September 6, 2022

When single, I jumped on a personal ad saying “interested in ideas.” But on our date, the gal seemed no intellectual. I asked what she’d meant by “interested in ideas.” She replied, “Oh, like new ways to cook spaghetti.”

Then married Therese. At a used book sale, she pointed out one I’d ignored: Louis Menand’s The Metaphysical Club. About American philosophy from before the Civil War to about a century later. She proposed we read it together.

We’d started with Proust’s seven-volume opus; took us over two decades, though in the early years our readings were intermittent. Then we moved on to The Brothers Karamazov, Huckleberry Finn, Adam Grant’s Think Again, and others. Mostly it’s me reading aloud to her. I enjoy the challenge of putting the emphasis on the right words, without necessarily knowing where a sentence is going. It’s an immersive exercise empowering comprehension.
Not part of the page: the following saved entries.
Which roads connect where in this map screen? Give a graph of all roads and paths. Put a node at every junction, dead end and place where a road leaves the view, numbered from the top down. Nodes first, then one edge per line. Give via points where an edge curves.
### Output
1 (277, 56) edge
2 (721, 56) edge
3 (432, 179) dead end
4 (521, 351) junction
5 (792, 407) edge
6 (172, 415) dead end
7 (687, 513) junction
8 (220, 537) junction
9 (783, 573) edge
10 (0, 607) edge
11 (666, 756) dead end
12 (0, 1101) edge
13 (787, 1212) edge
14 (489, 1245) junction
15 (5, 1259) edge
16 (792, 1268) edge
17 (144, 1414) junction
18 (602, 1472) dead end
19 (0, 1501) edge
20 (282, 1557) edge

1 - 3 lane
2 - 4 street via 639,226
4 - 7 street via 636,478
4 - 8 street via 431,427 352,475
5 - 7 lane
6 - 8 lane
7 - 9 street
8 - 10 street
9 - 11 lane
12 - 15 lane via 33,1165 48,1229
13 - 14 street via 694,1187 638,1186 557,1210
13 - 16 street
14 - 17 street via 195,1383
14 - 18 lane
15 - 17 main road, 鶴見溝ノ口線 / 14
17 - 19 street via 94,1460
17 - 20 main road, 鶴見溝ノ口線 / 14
And I love Therese’s astute listenership, engaging with the ideas. If a line is nonsense, Therese is right on it. How delicious having such a partner (who can also cook spaghetti).

William James

The Metaphysical Club’s title nods to a group of intellectuals who’d meet to discuss philosophy in mid-1800s Cambridge, MA. It focuses particularly on William James, Oliver Wendell Holmes, John Dewey, and Charles Peirce. The last name less famous, though I’d known it did loom large in American philosophy, without actually knowing anything about Peirce or his thought. The book left me baffled that he’s remembered at all. His life was a mess; didn’t publish much. But William James championed Peirce’s importance, making it so.

Menand devotes much time to pragmatism, a philosophical stance associated most prominently with James and Dewey. Pragmatism valorizes an idea less on its correspondence to factual reality than on how well it works for the believer. This was mainly an effort to justify religious faith.
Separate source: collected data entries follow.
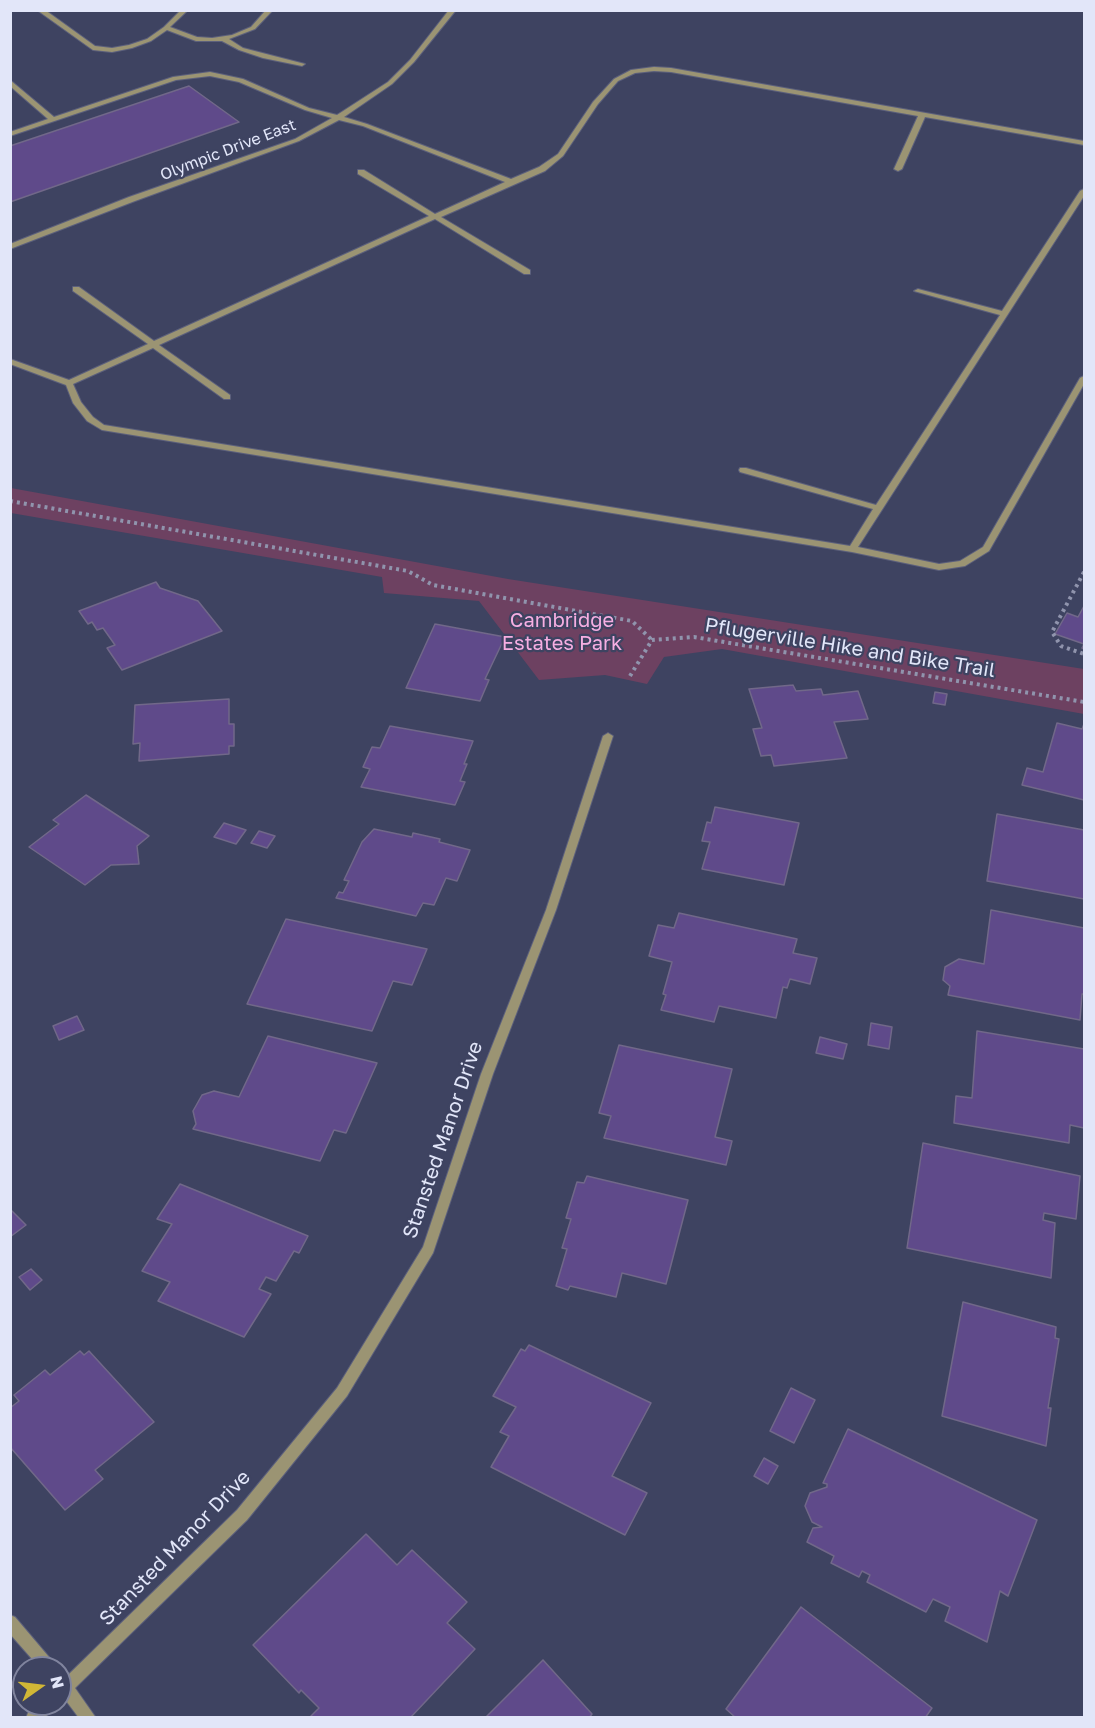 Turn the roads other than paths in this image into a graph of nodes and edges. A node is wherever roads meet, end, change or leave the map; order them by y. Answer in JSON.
{"nodes":[{"id":1,"x":40,"y":10,"type":"edge"},
{"id":2,"x":184,"y":10,"type":"edge"},
{"id":3,"x":270,"y":10,"type":"edge"},
{"id":4,"x":453,"y":10,"type":"edge"},
{"id":5,"x":166,"y":28,"type":"junction"},
{"id":6,"x":221,"y":38,"type":"junction"},
{"id":7,"x":302,"y":63,"type":"dead end"},
{"id":8,"x":10,"y":82,"type":"edge"},
{"id":9,"x":922,"y":115,"type":"junction"},
{"id":10,"x":339,"y":117,"type":"junction"},
{"id":11,"x":53,"y":120,"type":"junction"},
{"id":12,"x":10,"y":134,"type":"edge"},
{"id":13,"x":1084,"y":143,"type":"edge"},
{"id":14,"x":898,"y":169,"type":"dead end"},
{"id":15,"x":362,"y":172,"type":"dead end"},
{"id":16,"x":511,"y":182,"type":"junction"},
{"id":17,"x":1084,"y":191,"type":"edge"},
{"id":18,"x":437,"y":217,"type":"junction"},
{"id":19,"x":10,"y":247,"type":"edge"},
{"id":20,"x":527,"y":272,"type":"dead end"},
{"id":21,"x":76,"y":289,"type":"dead end"},
{"id":22,"x":918,"y":291,"type":"dead end"},
{"id":23,"x":1005,"y":314,"type":"junction"},
{"id":24,"x":154,"y":344,"type":"junction"},
{"id":25,"x":10,"y":361,"type":"edge"},
{"id":26,"x":1084,"y":378,"type":"edge"},
{"id":27,"x":69,"y":383,"type":"junction"},
{"id":28,"x":227,"y":397,"type":"dead end"},
{"id":29,"x":743,"y":470,"type":"dead end"},
{"id":30,"x":878,"y":508,"type":"junction"},
{"id":31,"x":852,"y":549,"type":"junction"},
{"id":32,"x":608,"y":736,"type":"dead end"},
{"id":33,"x":10,"y":1622,"type":"edge"},
{"id":34,"x":39,"y":1656,"type":"edge"},
{"id":35,"x":72,"y":1678,"type":"edge"},
{"id":36,"x":72,"y":1699,"type":"edge"},
{"id":37,"x":89,"y":1718,"type":"edge"}],
"edges":[{"from":1,"to":5,"type":"street"},
{"from":2,"to":5,"type":"street"},
{"from":3,"to":6,"type":"street"},
{"from":4,"to":10,"type":"street","name":"Olympic Drive East"},
{"from":5,"to":6,"type":"street"},
{"from":6,"to":7,"type":"street"},
{"from":8,"to":11,"type":"street"},
{"from":9,"to":13,"type":"street"},
{"from":9,"to":14,"type":"street"},
{"from":9,"to":16,"type":"street"},
{"from":10,"to":11,"type":"street"},
{"from":10,"to":16,"type":"street"},
{"from":10,"to":19,"type":"street","name":"Olympic Drive East"},
{"from":11,"to":12,"type":"street"},
{"from":15,"to":18,"type":"street"},
{"from":16,"to":18,"type":"street"},
{"from":17,"to":23,"type":"street"},
{"from":18,"to":20,"type":"street"},
{"from":18,"to":24,"type":"street"},
{"from":21,"to":24,"type":"street"},
{"from":22,"to":23,"type":"street"},
{"from":23,"to":30,"type":"street"},
{"from":24,"to":27,"type":"street"},
{"from":24,"to":28,"type":"street"},
{"from":25,"to":27,"type":"street"},
{"from":26,"to":31,"type":"street"},
{"from":27,"to":31,"type":"street"},
{"from":29,"to":30,"type":"street"},
{"from":30,"to":31,"type":"street"},
{"from":32,"to":35,"type":"street","name":"Stansted Manor Drive"},
{"from":33,"to":34,"type":"street"},
{"from":36,"to":37,"type":"street"}]}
Which indeed was a dominating factor in 19th century American thought. James in particular, though a penetrating analyst in so many respects, was hung up on his profound yearning to validate the unseen. A similar case, also prominent in the book, was the naturalist Louis Agassiz, whose scientific work was deeply compromised by his insistence on centralizing God.

Agassiz

Of course people like Agassiz and James also desperately wanted to believe death is not final. But the book makes plain how such supernaturalism pervasively mucked up American thought all the way to modern times.

We’ve hosted a Muslim student from Somaliland. She was bugged by the evident irrationalities of her faith, and eager to discuss them.

Our bull sessions on this finally led her to realize that once she stopped trying to hammer the square peg of religion into the round hole of reality, all her conundrums dissolved, and everything made a lot more sense.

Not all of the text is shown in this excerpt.